▸ **WORK TASK**
Report back every line of the entries that contains "blur", exactly as written.

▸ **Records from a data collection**
-.-.-

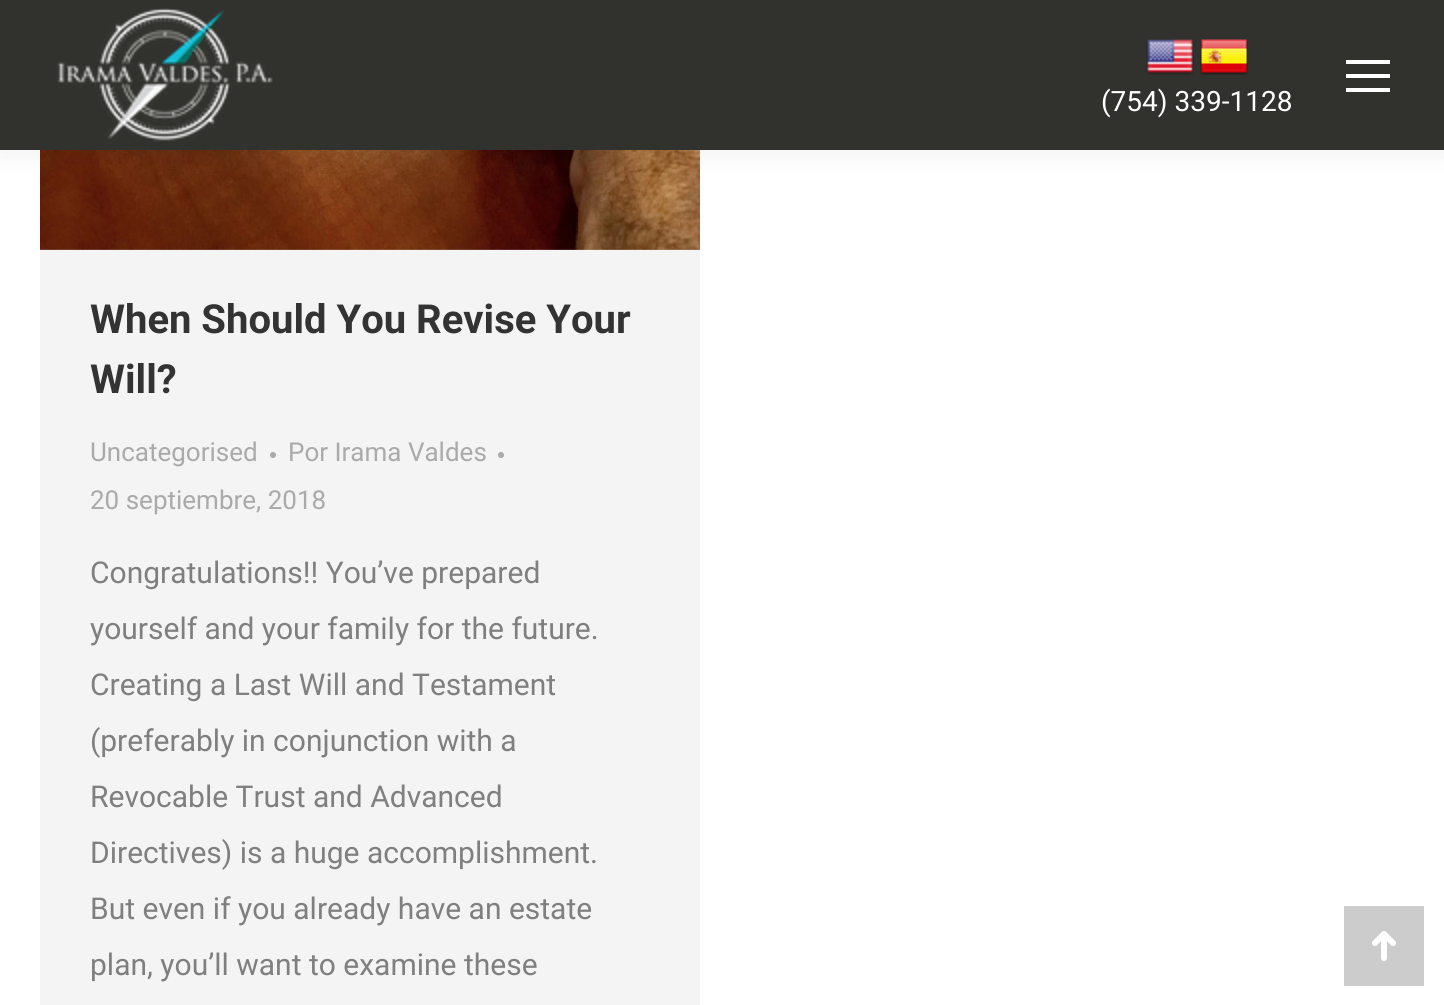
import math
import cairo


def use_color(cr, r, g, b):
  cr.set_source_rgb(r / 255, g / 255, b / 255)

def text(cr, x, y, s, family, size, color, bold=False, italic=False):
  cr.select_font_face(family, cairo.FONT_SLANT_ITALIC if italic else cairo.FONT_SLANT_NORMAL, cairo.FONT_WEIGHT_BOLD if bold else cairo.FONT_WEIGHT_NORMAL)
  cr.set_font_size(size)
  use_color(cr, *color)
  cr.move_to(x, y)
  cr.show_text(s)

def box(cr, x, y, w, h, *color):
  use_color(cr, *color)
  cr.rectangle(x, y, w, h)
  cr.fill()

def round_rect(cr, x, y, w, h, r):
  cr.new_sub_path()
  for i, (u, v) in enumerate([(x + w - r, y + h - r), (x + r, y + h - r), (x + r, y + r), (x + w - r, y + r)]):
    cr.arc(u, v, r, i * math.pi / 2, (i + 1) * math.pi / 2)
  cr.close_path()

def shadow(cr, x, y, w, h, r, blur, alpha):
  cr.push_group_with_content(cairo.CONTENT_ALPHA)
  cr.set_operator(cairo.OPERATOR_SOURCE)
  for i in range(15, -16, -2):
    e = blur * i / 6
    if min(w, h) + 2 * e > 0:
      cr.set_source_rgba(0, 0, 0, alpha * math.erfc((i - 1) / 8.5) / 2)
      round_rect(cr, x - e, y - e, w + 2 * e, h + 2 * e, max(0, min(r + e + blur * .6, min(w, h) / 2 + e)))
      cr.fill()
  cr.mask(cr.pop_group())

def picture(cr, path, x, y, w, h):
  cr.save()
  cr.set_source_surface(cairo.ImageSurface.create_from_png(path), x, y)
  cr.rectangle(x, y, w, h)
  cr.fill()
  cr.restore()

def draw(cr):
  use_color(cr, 255, 255, 255)
  cr.paint()
  box(cr, 40, 249, 660, 756, 244, 244, 244)
  picture(cr, "img_04.png", 40, 150, 660, 100)
  use_color(cr, 0, 0, 0)
  shadow(cr, -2, -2, 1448, 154, 0, 15, 0.07)
  box(cr, 0, 0, 1444, 150, 49, 49, 45)
  picture(cr, "img_01.png", 57, 8, 216, 133)
  box(cr, 1346, 60, 44, 4, 255, 255, 255)
  box(cr, 1346, 74, 44, 4, 255, 255, 255)
  box(cr, 1346, 88, 44, 4, 255, 255, 255)
  picture(cr, "img_02.png", 1146, 39, 48, 36)
  picture(cr, "img_03.png", 1200, 39, 48, 36)
  use_color(cr, 170, 170, 170)
  cr.arc(273, 455, 3, 0, 2 * math.pi)
  cr.fill()
  cr.arc(501, 455, 3, 0, 2 * math.pi)
  cr.fill()
  box(cr, 1344, 906, 80, 80, 204, 204, 204)
  picture(cr, "img_05.png", 1372, 931, 24, 30)
  text(cr, 1101, 111, "(754) 339-1128", "Roboto", 28, (255, 255, 255))
  text(cr, 90, 333, "When Should You Revise Your", "Roboto", 40, (51, 51, 51), bold=True)
  text(cr, 90, 393, "Will?", "Roboto", 40, (51, 51, 51), bold=True)
  text(cr, 90, 461, "Uncategorised", "Roboto", 26, (170, 170, 170))
  text(cr, 288, 461, "Por Irama Valdes", "Roboto", 26, (170, 170, 170))
  text(cr, 90, 509, "20 septiembre, 2018", "Roboto", 26, (170, 170, 170))
  text(cr, 90, 583, "Congratulations!! You’ve prepared", "Roboto", 30, (127, 127, 127))
  text(cr, 90, 639, "yourself and your family for the future.", "Roboto", 30, (127, 127, 127))
  text(cr, 90, 695, "Creating a Last Will and Testament", "Roboto", 30, (127, 127, 127))
  text(cr, 90, 751, "(preferably in conjunction with a", "Roboto", 30, (127, 127, 127))
  text(cr, 90, 807, "Revocable Trust and Advanced", "Roboto", 30, (127, 127, 127))
  text(cr, 90, 863, "Directives) is a huge accomplishment.", "Roboto", 30, (127, 127, 127))
  text(cr, 90, 919, "But even if you already have an estate", "Roboto", 30, (127, 127, 127))
  text(cr, 90, 975, "plan, you’ll want to examine these", "Roboto", 30, (127, 127, 127))


surface = cairo.ImageSurface(cairo.FORMAT_RGB24, 1444, 1005)
cr = cairo.Context(surface)
options = cairo.FontOptions()
options.set_hint_metrics(cairo.HINT_METRICS_OFF)
options.set_hint_style(cairo.HINT_STYLE_NONE)
cr.set_font_options(options)
cr.set_miter_limit(4)
draw(cr)
surface.write_to_png("out.png")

-.-.-

▸ **RESULT OF THIS TASK**
def shadow(cr, x, y, w, h, r, blur, alpha):
    e = blur * i / 6
      round_rect(cr, x - e, y - e, w + 2 * e, h + 2 * e, max(0, min(r + e + blur * .6, min(w, h) / 2 + e)))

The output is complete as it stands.